The employees’ contracts of employment stated that “all bonus schemes are discretionary and are subject to scheme rules. They may be reviewed or withdrawn at any time.” The Employer argued that unilaterally withdrawing the bonus scheme was permitted by the terms of the scheme and the employment contract which expressly provided that it could be withdrawn at any time. The Tribunal agreed with this argument and found that there was no breach of the 1991 Act.

In relation to the zone allowance paid to employees working in Dublin stores, the Tribunal followed the case of McKenzie & Anor v Minister for Finance & Ors [2010] IEHC 461 and found that the allowance was separate and distinct from the employees’ salary, and could be considered compensation for working in a particular area. The deduction of an allowance is not a deduction from wages under the 1991 Act.

The decision was appealed to the High Court where the employees argued that they should have been entitled to the first bonus following the decision to end the bonus scheme, as it related to a period of work already done and the employees had accrued the bonus at the time the decision was made to withdraw it. The employees also argued that the zone allowance was an intrinsic part of the wages payable to employees contracted to work at the Dublin outlets.

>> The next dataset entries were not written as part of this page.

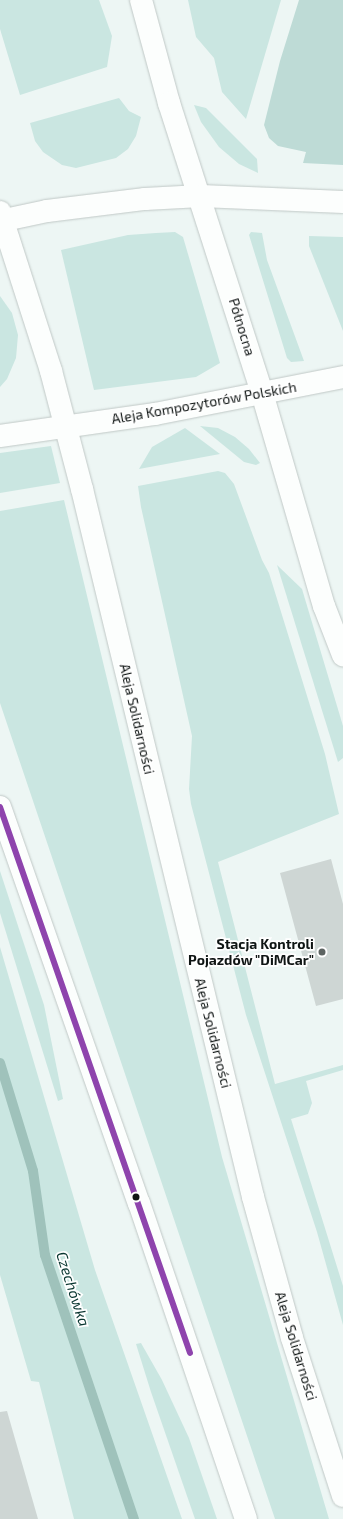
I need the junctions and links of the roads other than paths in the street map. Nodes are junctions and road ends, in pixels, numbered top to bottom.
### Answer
1 (141, 0) edge
2 (200, 196) junction
3 (343, 202) edge
4 (1, 218) edge
5 (343, 377) edge
6 (262, 393) junction
7 (65, 426) junction
8 (0, 436) edge
9 (343, 655) edge
10 (0, 807) edge
11 (343, 1496) edge
12 (246, 1519) edge

1 - 2 main road, Północna
2 - 3 main road
2 - 4 main road
2 - 6 main road, Północna
4 - 7 main road, Aleja Solidarności
5 - 6 main road, Aleja Kompozytorów Polskich
6 - 7 main road, Aleja Kompozytorów Polskich
6 - 9 main road, Północna
7 - 8 main road, Aleja Kompozytorów Polskich
7 - 11 main road, Aleja Solidarności
10 - 12 main road

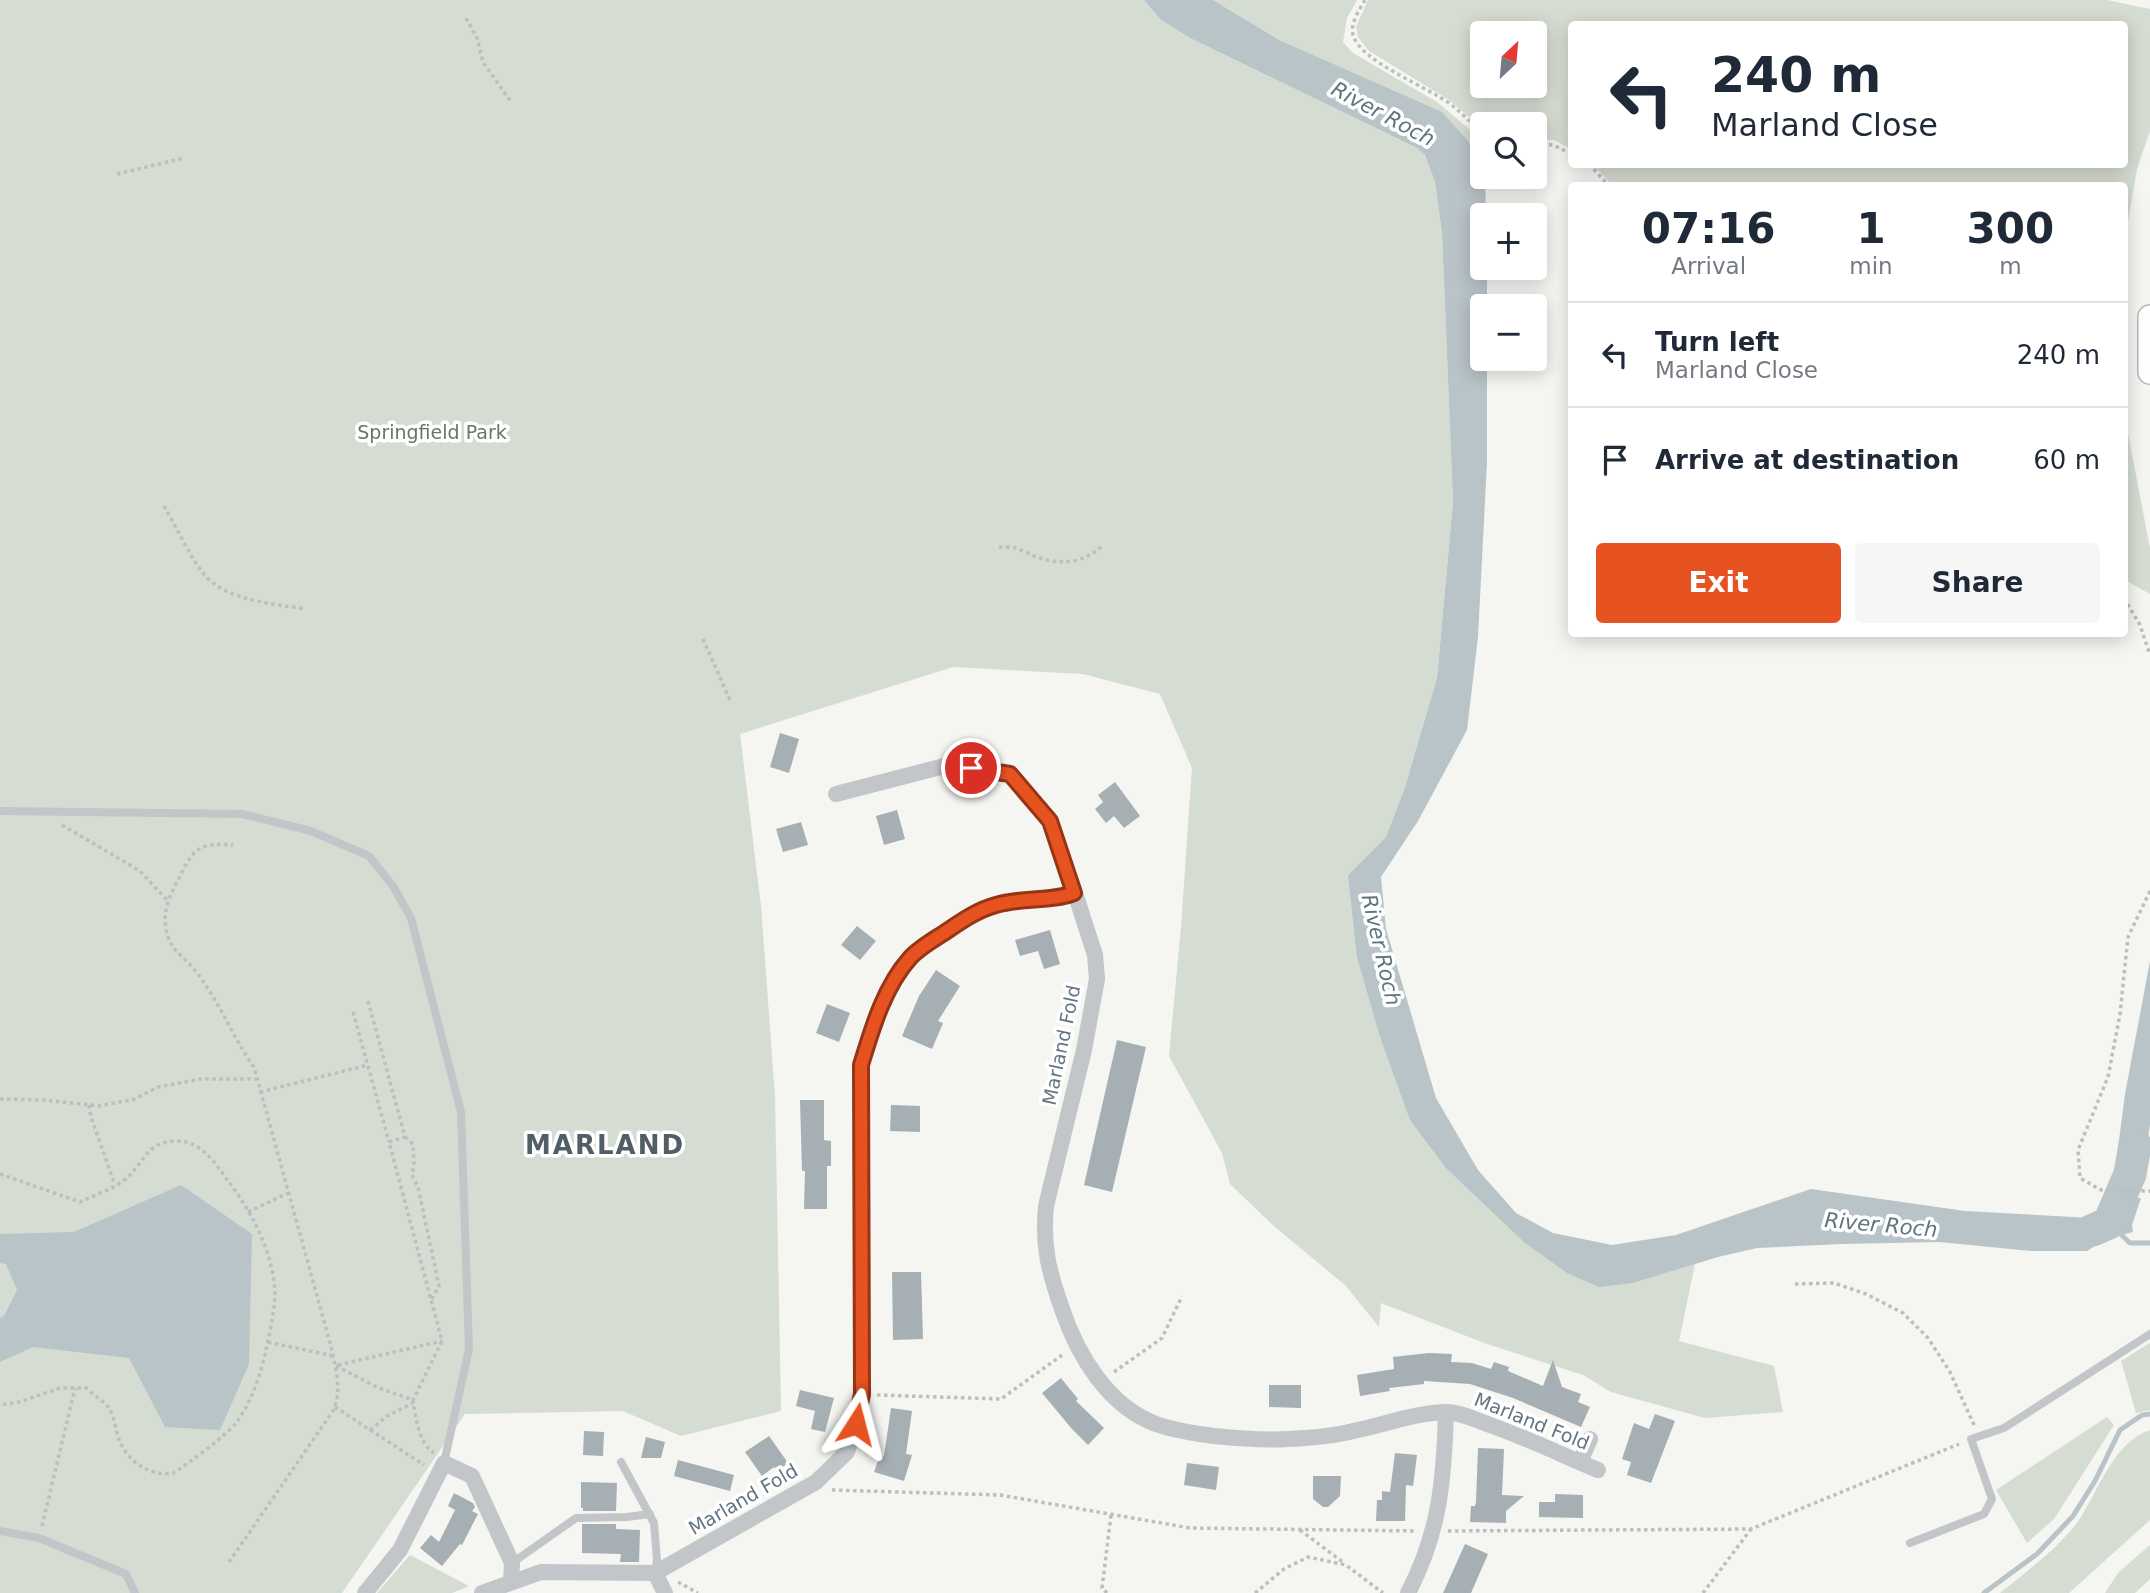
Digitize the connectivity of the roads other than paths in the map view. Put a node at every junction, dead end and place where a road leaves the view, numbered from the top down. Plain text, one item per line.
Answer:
1 (2150, 317) edge
2 (2150, 372) edge
3 (836, 794) dead end
4 (0, 811) edge
5 (1074, 893) junction
6 (2150, 1334) edge
7 (1446, 1412) junction
8 (1590, 1439) dead end
9 (444, 1461) junction
10 (621, 1462) dead end
11 (1580, 1462) junction
12 (1598, 1470) dead end
13 (650, 1514) junction
14 (0, 1531) edge
15 (1910, 1543) dead end
16 (512, 1563) junction
17 (655, 1573) junction
18 (512, 1582) junction
19 (135, 1593) edge
20 (365, 1593) edge
21 (482, 1593) edge
22 (666, 1593) edge
23 (1408, 1593) edge

1 - 2 main road
3 - 5 street
4 - 9 lane
5 - 7 street, Marland Fold
5 - 17 street, Marland Fold
6 - 15 lane
7 - 11 street, Marland Fold
7 - 23 street
8 - 11 street
9 - 16 street
9 - 20 street
10 - 13 lane
11 - 12 street, Marland Fold
13 - 16 lane
13 - 17 lane
14 - 19 lane
16 - 18 street
17 - 18 street, Marland Fold
17 - 22 street
18 - 21 street, Marland Fold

In relation to the bonus scheme, the High Court noted that the Employer had the discretion to withdraw the bonus scheme at any time, however, it held that discretion should be exercised reasonably. The Court found that the Tribunal erred in law, in interpreting the Employer’s discretion to withdraw the bonus scheme at any time, as applying retrospectively. The Court also held the payment of the bonus crystallised as a contractual obligation once it was earned in accordance with the terms of the scheme and that the employees had worked the relevant period pursuant to the relevant scheme and therefore accrued a bonus entitlement under the scheme.

In relation to the zone allowance, the Court noted that the Tribunal found that the mileage allowance was an expense under section 7(2)(b) of the 1991 Act and the Court was satisfied that the zone allowance was also an expense and did not constitute wages for the purposes of the 1991 Act.

What this means for employers?

This decision reaffirms the position that allowances are not wages for the purposes of the 1991 Act and also serves as a reminder that simply describing a bonus scheme as discretionary will not always prevent a contractual entitlement arising. Employers looking at varying or discontinuing a discretionary bonus scheme should seek legal advice before doing so.